Brand Insight 319 Add to collection

From its quirky names to its distinctive palette and wry sense of humour, creativity has made the British paint brand a desirable home decor phenomenon Mary Rochester Gearing and BMB’s Matt Lever tells LBB’s Laura Swinton

How Creativity Unleashed Farrow & Ball's True Colours
Mizzle. Mole’s Breath. Brinjal. Calamine. Lichen. Pigeon. Incarnadine. Ammonite.

If the above line reads like a strangely cosy spy code, welcome to the world of premium British paint brand Farrow & Ball, where each colour in its carefully curated palette carries an idiosyncratic name, laden with meaning and story. If, on the other hand, you thought, ‘hmm, yes, I was thinking about Pigeon for the kitchen’, then gather close. You’re in good company.

Founded in 1946 by an entrepreneur (Richard Maurice Ball) and a chemist (John Farrow), the brand has grown to become a moodboard favourite for aspirational home decorators. Its mystique has even crossed the Atlantic, becoming the subject of a Saturday Night Live sketch. And, ultimately the brand is a case study in how storytelling and creativity really do have the power to up-end the most unlikely sector.

Take those distinctive names. From Sulking Room Pink to Nancy’s Blushes, each title carries a story and the unexpected quirkiness of those names have become a brand asset in their own right, proving that a bit of clever copywriting goes a long way.

“Every colour name has a story behind it,” says Mary Rochester Gearing, “Sometimes the colour creation starts with the name, sometimes it’s the other way around, but both are equally important. Quite a lot of the names come from nature, or our home around Dorset, some are inspired by places, buildings, or architectural features. So, a delicate white-like Wevet, takes its name from Dorset dialect for a spider’s web. It creates an association for the colour and makes each one a discovery. We find that our fans love to reference them and some of the colour names are recognised even more than the brand name is.”

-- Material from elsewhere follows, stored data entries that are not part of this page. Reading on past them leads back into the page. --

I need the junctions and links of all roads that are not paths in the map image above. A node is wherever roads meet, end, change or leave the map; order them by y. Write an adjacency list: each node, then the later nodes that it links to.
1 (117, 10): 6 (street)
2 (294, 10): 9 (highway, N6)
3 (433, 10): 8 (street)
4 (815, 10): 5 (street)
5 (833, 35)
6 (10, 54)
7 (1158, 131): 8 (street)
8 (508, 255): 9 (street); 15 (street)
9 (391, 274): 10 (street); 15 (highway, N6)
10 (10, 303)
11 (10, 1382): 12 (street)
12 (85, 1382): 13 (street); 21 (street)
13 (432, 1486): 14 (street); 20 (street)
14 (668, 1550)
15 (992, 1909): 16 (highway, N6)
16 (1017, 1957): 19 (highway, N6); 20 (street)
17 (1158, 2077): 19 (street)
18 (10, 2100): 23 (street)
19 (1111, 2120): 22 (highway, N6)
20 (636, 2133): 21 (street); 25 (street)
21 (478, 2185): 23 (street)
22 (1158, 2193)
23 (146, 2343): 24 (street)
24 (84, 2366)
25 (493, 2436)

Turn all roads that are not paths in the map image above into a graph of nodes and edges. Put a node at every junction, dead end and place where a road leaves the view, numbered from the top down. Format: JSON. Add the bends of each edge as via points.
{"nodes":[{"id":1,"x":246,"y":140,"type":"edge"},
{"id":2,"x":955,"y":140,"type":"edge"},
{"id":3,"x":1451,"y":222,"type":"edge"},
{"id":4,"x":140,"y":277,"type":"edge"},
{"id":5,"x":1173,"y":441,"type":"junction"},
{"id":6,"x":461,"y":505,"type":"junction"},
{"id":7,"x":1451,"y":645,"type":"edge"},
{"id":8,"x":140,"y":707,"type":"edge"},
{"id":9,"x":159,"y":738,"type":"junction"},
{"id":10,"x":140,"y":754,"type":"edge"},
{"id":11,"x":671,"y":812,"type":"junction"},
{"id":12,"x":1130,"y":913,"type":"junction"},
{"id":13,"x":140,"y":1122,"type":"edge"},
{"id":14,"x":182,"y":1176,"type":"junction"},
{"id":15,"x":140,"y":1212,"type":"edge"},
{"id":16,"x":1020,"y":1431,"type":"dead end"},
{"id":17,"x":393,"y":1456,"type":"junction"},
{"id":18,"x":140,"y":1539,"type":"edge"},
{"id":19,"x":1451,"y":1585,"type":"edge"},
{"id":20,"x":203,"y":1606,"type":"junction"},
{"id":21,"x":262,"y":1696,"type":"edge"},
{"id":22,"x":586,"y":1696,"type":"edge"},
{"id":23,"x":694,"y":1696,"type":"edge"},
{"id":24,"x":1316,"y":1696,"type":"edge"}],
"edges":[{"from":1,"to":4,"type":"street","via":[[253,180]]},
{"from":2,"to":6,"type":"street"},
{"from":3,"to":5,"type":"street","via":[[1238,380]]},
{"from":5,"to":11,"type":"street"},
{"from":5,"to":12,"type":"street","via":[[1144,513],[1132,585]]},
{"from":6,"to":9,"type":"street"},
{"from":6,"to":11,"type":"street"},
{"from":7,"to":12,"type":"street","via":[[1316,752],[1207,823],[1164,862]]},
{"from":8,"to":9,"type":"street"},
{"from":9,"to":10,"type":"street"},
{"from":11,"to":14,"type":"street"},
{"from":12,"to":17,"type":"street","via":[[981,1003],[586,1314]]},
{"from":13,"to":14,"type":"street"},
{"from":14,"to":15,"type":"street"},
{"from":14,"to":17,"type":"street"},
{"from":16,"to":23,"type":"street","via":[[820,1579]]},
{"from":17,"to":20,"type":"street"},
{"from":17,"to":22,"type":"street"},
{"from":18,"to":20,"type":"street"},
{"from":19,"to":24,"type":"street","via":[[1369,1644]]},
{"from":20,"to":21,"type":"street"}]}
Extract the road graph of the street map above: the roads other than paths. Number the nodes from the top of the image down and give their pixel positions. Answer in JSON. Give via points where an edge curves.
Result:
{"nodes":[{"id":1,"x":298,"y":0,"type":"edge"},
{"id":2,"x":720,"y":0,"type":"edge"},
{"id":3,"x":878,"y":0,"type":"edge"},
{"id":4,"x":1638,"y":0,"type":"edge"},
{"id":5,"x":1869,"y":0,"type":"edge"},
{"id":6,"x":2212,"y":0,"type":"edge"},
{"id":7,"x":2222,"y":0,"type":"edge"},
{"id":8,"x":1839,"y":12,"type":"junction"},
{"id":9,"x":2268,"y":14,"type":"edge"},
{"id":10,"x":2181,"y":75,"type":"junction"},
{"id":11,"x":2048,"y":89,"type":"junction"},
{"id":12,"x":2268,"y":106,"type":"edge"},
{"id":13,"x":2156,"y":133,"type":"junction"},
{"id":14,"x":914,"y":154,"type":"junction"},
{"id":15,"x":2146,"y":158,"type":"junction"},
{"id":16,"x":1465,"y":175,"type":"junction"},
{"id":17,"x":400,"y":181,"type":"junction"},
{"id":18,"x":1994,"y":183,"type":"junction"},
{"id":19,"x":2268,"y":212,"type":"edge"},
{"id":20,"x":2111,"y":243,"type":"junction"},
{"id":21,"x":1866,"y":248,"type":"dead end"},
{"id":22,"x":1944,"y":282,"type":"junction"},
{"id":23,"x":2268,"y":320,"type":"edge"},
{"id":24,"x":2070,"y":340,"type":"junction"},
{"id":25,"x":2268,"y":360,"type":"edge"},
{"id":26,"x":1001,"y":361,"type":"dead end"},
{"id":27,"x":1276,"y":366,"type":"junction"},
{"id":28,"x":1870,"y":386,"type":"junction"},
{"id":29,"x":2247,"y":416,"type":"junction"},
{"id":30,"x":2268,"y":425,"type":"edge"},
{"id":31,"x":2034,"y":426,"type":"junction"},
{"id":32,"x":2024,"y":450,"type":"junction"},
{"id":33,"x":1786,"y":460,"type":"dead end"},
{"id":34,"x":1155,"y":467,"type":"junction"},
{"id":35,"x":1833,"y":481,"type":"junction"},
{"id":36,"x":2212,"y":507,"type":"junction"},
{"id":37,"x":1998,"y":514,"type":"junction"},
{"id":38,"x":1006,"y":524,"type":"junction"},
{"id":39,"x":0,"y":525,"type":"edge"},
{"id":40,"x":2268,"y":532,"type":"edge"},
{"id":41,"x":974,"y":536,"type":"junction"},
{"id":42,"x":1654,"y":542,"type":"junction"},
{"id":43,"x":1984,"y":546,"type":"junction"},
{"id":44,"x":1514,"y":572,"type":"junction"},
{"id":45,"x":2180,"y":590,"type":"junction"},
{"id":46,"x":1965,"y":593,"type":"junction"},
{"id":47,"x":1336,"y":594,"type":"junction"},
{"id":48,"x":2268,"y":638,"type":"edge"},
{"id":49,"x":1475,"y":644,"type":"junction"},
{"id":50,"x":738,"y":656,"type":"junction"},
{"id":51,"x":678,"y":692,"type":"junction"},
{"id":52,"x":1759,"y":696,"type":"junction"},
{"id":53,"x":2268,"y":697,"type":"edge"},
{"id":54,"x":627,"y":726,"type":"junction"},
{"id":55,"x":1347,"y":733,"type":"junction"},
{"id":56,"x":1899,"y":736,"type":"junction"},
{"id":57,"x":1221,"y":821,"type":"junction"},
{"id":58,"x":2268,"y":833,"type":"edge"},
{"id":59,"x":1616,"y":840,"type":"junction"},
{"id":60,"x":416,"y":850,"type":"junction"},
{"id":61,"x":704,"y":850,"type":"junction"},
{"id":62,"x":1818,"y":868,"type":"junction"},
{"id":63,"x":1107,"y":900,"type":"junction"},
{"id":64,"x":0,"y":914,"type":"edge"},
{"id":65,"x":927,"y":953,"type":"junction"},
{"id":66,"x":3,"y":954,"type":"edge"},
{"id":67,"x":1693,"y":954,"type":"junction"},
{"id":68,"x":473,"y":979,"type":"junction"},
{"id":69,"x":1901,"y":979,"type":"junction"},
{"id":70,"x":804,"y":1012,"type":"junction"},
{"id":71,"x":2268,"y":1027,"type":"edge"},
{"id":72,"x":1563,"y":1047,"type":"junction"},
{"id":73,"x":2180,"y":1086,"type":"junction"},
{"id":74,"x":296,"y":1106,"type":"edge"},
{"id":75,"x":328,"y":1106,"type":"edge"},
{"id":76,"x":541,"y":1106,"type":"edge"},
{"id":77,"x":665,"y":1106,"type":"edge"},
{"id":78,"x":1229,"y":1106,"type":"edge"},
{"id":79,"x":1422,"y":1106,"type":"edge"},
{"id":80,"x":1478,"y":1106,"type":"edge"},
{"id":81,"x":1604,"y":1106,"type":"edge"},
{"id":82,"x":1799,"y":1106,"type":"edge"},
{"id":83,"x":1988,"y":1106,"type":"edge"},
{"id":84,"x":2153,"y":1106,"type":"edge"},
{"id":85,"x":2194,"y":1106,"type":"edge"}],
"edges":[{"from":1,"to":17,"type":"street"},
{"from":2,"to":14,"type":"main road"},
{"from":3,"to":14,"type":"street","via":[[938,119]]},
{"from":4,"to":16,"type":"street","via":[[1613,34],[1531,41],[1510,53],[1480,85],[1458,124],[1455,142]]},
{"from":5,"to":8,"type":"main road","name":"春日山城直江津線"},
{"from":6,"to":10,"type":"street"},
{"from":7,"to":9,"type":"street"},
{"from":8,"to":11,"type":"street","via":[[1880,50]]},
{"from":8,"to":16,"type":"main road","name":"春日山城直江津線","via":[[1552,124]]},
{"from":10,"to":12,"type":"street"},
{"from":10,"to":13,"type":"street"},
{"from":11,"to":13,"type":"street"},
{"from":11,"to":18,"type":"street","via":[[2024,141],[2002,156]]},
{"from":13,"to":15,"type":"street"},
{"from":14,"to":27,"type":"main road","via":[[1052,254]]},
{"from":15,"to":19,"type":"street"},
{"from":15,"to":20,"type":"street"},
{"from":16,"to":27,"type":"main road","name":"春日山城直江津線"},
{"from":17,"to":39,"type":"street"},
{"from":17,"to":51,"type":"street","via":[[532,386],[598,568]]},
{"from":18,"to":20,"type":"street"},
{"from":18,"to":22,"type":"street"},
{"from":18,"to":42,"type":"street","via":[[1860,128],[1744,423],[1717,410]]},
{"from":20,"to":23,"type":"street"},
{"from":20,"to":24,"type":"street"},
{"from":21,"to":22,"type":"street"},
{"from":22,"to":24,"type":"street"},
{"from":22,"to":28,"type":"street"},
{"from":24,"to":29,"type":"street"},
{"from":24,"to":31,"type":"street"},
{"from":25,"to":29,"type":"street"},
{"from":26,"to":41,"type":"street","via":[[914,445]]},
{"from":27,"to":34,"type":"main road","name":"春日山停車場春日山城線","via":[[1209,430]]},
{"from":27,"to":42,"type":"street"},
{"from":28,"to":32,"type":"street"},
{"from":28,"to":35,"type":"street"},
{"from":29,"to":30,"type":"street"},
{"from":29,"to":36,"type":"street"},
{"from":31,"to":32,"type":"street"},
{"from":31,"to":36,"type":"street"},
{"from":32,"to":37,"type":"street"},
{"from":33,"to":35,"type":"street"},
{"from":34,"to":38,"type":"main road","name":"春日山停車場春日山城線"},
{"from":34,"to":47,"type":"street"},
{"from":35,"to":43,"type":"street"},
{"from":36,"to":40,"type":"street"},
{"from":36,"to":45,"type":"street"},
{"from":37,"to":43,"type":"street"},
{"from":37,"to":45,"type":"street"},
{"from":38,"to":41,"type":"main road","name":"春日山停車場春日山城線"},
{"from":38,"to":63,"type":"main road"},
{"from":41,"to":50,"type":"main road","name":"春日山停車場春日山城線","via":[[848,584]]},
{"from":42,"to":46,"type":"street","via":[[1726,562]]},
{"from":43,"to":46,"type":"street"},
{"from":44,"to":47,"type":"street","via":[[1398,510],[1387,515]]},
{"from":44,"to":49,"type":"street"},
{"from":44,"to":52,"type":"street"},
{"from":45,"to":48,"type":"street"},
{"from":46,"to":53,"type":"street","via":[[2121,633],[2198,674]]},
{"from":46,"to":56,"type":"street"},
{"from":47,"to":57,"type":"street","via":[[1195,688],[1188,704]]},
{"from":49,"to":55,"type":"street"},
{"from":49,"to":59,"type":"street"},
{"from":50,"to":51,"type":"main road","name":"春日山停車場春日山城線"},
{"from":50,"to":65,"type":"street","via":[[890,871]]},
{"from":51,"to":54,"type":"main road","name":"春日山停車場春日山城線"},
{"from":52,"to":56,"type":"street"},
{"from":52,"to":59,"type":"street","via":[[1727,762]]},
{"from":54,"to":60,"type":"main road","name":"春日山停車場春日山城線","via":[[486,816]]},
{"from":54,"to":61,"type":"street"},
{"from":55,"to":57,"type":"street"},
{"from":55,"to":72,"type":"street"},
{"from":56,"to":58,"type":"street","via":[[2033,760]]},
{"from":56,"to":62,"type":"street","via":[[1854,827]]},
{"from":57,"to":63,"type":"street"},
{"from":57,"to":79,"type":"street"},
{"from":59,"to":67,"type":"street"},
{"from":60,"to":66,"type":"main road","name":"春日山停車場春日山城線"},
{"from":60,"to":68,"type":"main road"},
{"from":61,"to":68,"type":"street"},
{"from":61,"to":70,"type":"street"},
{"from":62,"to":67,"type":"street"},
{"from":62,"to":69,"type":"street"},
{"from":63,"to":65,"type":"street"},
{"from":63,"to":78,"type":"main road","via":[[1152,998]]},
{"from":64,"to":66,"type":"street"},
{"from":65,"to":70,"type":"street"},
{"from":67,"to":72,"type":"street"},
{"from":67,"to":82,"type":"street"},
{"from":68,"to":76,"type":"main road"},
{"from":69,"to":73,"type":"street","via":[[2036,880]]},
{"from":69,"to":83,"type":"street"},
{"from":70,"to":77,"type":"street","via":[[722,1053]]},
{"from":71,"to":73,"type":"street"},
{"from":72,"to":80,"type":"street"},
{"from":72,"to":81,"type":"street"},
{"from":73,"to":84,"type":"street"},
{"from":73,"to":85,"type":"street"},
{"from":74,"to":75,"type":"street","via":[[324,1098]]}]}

For Matt Lever, chief creative officer at BMB, Farrow & Ball’s creative agency, those names are a gift - and one of the reasons that the agency team was already in the F&B fanclub before they’d even started working on the brand.

“The colour names are brilliant brand assets – they’ve created a mystery, romance and desirability around the company that other brands would kill for,” says Matt. “We’ve loved working on the brand from day one. It’s been fascinating to help our brilliant clients work out how to widen the appeal of the brand, beyond its traditional heartland. It also helped that Mel, Jason and I were already loyal customers when the relationship started…” 




For a brand that embraces storytelling through its product and marketing, Farrow & Ball has an interesting story itself. Mary explains that the brand was founded when the eponymous Mr Farrow and Mr Ball decided to set up a company to build a new life for their families following World War Two. Things rumbled along nicely for a few decades until an unexpected twist occured.

“It really became known across the UK in the ‘90s when decoration adviser to the National Trust, Tom Helme, discovered a tin of paint whilst working in a historic property,” says Mary. “Tom was apparently so impressed by the quality he persuaded his friend Martin Ephson to join him in buying the company.”

As Farrow & Ball has grown in popularity, it’s strived to innovate, belying the heritage influence that runs across its range. It’s managed to turn the image of decorating paint from something stacked high on metal shelves in DIY stores to something expressive and aspirational and has created new ways to help people, such as their Colour Consultancy. “Farrow & Ball was the first to make paint a lifestyle statement, selling directly to customers in welcoming showrooms that felt more like fashion or lifestyle spaces than trade paint stores with design-led staff,” says Mary. “More recently the brand went on to become early adopters of web and social media. Our carefully curated palette of shades created a new energy and conversation around choice of colour for your home.”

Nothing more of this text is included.